Deux essais biographiques parus récemment, Maurice Ronet, le splendide désenchanté deJosé Alain Fralonet Les vies du follet de Jean-Pierre Montal, dressent aujourd’hui le portrait de ce personnage complexe et de son époque. Le premier de ces deux ouvrages est une biographie classique mais riche en anecdotes et en témoignages. Nous y découvrons les étapes et les grandes rencontres de la vie de l’acteur, ses amours et ses multiples conquêtes féminines, son goût pour les aventures les plus périlleuses, sa passion exigeante pour la littérature – Herman Melville et Louis Ferdinand Céline furent ses maîtres – enfin son non-conformisme politique et sa distance envers les engagements progressistes de la plupart de ses contemporains. Nous y suivons Ronet dans ses virées de noctambule impénitent, en compagnie d’Antoine Blondin et de Roger Nimier, de Louis Malle et de Rémo Forlani, l’ami fidèle et le confident, dans un Paris de l’après-guerre que le jeune lecteur regrettera sans doute de n’avoir pas connu, tant cette ville lui paraîtra féerique et bouillonnante…
Ce sentiment d’inutilité est certainement une des clefs de sa distance mélancolique et simultanément de son désir d’aller à la rencontre des convulsions de l’histoire
Plus subjectif et moins linéaire, le livre de Jean Pierre Montal nous semble décrypter davantage le mystère Ronet. Il insiste à plusieurs reprises sur cette impression douloureuse qu’avait le comédien, à l’instar de son ami Roger Nimier, d’appartenir à une génération perdue, né trop tôt pour la guerre mais inapte aux routines de la paix… « Une foutue génération dont les adultes et les pouvoirs publics ne se sont guère souciés au lendemain de la libération. On ne nous attendait pas, on pouvait très bien se passer de nous qui, finalement, ne servions à rien » déclarait Maurice Ronet. Cette blessure, ce sentiment d’inutilité est certainement une des clefs de sa distance mélancolique et simultanément de son désir d’aller à la rencontre des convulsions de l’histoire.
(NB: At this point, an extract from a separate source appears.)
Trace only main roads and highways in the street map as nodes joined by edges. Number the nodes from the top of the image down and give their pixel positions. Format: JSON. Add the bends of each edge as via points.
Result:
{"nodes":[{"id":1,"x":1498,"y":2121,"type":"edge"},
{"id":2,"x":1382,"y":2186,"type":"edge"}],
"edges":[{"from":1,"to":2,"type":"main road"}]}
L’homme qui en 1973 accompagna Dominique de Roux au Mozambique, pour suivre en journaliste de guerre les derniers combats de la décolonisation, ne contredit pas celui qui adapta en 1976 Bartleby, cette nouvelle de Melville où le héros refuse doucement et nonchalamment d’accepter le monde…
Olivier François
- Jean-Pierre Montal, Maurice Ronet, Les vies du feu follet, Pierre-Guillaume de Roux, 173 p, 20 euros.
- José-Alain Fralon, Maurice Ronet, Le splendide désenchanté, Équateurs, 281 p, 20 euros.